The NPQ Newswire has frequently covered the Obama Education Department’s Race to the Top program primarily because so many prominent foundations and educational nonprofits lined up behind it as a great societal advancement over the Bush administration’s No Child Left Behind policy—and, to be perfectly honest, because we encountered so many nonprofit pundits lambasting the program privately but lauding it publicly so as to not alienate foundations that might give them contracts.

An education expert with the temerity to speak out about Race to the Top is Diane Ravitch, whose recent blog posting listed what the Race to the Top has achieved. Like everything Ravitch writes, it is succinct and to the point, so with apologies to Ravitch, we quote from this piece liberally here:

“Because of Race to the Top, most states are now evaluating teachers based in significant part on student test scores. The American Educational Research Association and the National Academy of Education say that the methodology for doing this is inaccurate and unstable. The ratings bounce around from year to year. Such ratings reflect which students were in the class, not teacher quality.

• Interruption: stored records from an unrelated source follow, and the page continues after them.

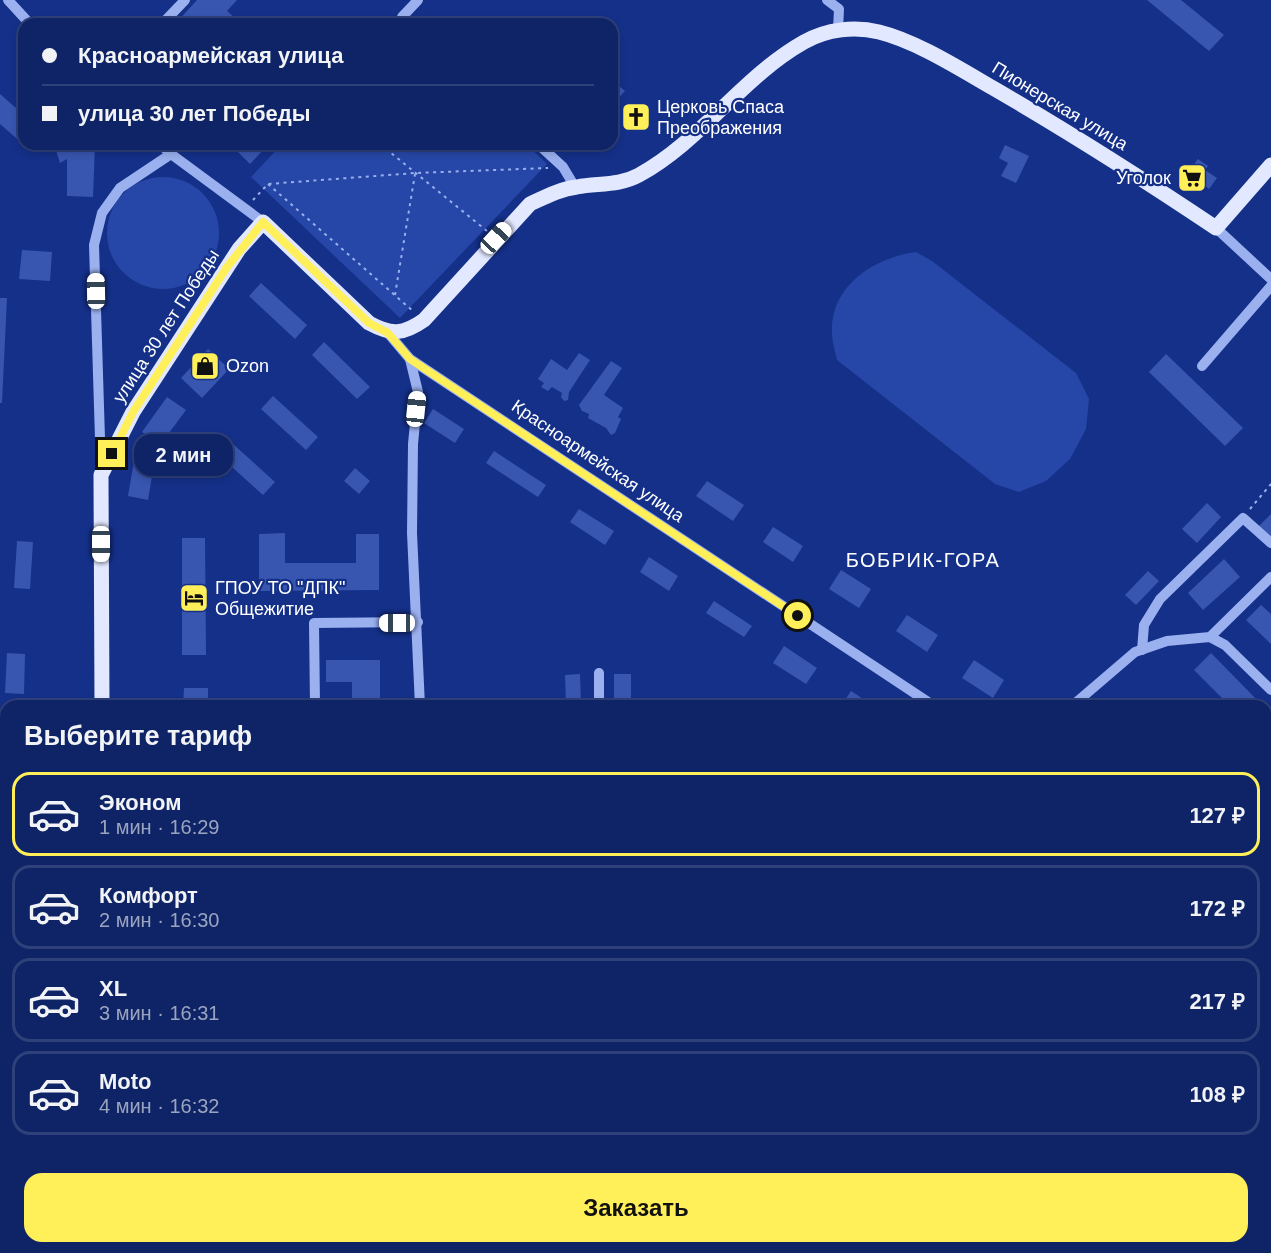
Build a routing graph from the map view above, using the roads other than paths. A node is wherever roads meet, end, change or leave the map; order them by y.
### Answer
1 (8, 0) edge
2 (185, 0) edge
3 (418, 0) edge
4 (828, 0) edge
5 (842, 4) edge
6 (24, 18) edge
7 (168, 18) edge
8 (403, 18) edge
9 (838, 30) junction
10 (167, 150) edge
11 (545, 150) edge
12 (171, 154) junction
13 (1271, 165) edge
14 (575, 187) junction
15 (263, 222) junction
16 (1216, 228) junction
17 (1271, 279) edge
18 (1271, 286) edge
19 (388, 333) junction
20 (410, 359) junction
21 (1202, 366) dead end
22 (101, 475) junction
23 (1271, 543) edge
24 (1271, 577) edge
25 (418, 622) junction
26 (1210, 637) junction
27 (1142, 650) junction
28 (599, 673) dead end
29 (1271, 690) edge
30 (102, 700) edge
31 (315, 700) edge
32 (420, 700) edge
33 (599, 700) edge
34 (925, 700) edge
35 (1079, 700) edge

1 - 6 street
2 - 7 street
3 - 8 street
4 - 5 street
5 - 9 street
9 - 14 main road, Пионерская улица
9 - 16 main road, Пионерская улица
10 - 12 street
11 - 14 street
12 - 15 street
12 - 22 street
13 - 16 main road
14 - 19 main road, Пионерская улица
15 - 19 main road, Красноармейская улица
15 - 22 main road, улица 30 лет Победы
16 - 17 street, Пионерская улица
18 - 21 street
19 - 20 street, Красноармейская улица
20 - 25 street
20 - 34 street, Красноармейская улица
22 - 30 main road, улица 30 лет Победы
23 - 27 street
24 - 26 street
25 - 31 street
25 - 32 street
26 - 27 street
26 - 29 street
27 - 35 street
28 - 33 street

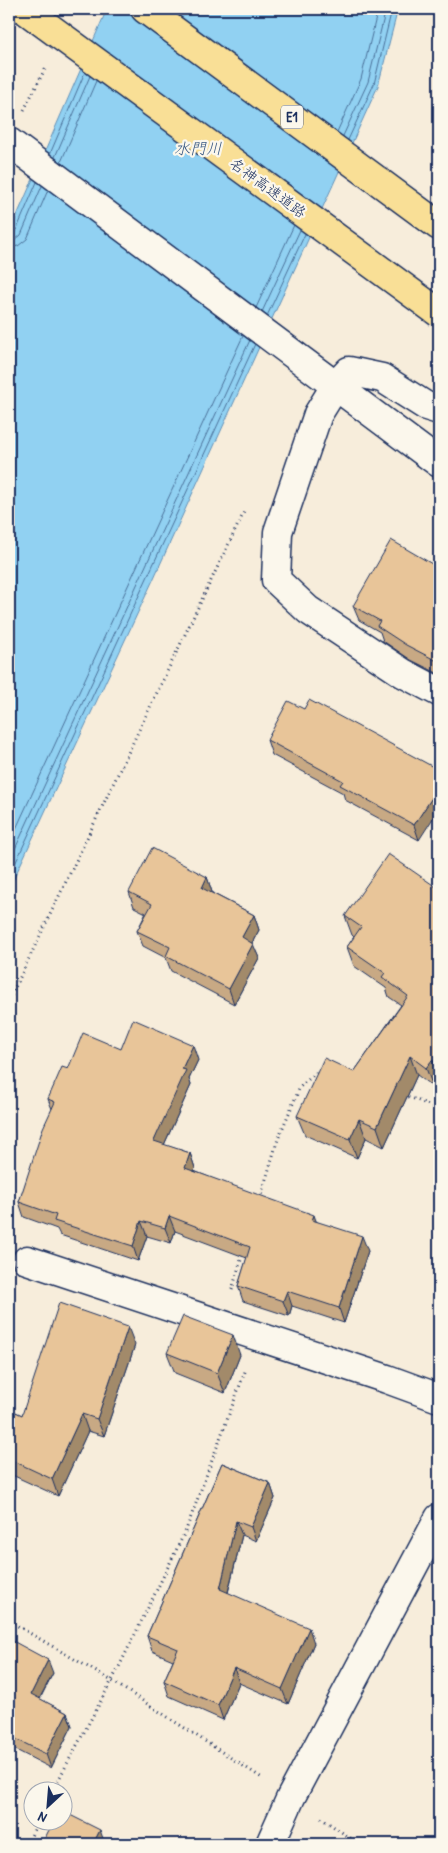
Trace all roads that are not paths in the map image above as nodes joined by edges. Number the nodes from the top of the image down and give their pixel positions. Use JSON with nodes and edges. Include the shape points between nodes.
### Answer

Because of Race to the Top, more states are permitting privatization of public schools.

Because of No Child Left Behind and Race to the Top, all schools are labeled by their test scores.

Because of Race to the Top, there is more teaching to the test, more fear and anxiety associated with testing, more narrowing of the curriculum, more cheating.

Because of Race to the Top, many schools in poor and minority neighborhoods will be closed.

Because of Race to the Top, many principals and teachers will be fired.”

Ravitch notes, as we did in our debate coverage, that both Obama and Romney applauded Race to the Top, with Romney even going to far as to laud Education Secretary Arne Duncan in his work heading a cabinet department that Republican candidates often want to eliminate.

Ravitch’s conclusion is powerful: “In their public utterances on education, Obama and Duncan are frauds, but the education reform complex is being managed by very intelligent and far seeking—venal, but far-seeking—people. They know exactly what they are doing, and more often than not are getting their way.”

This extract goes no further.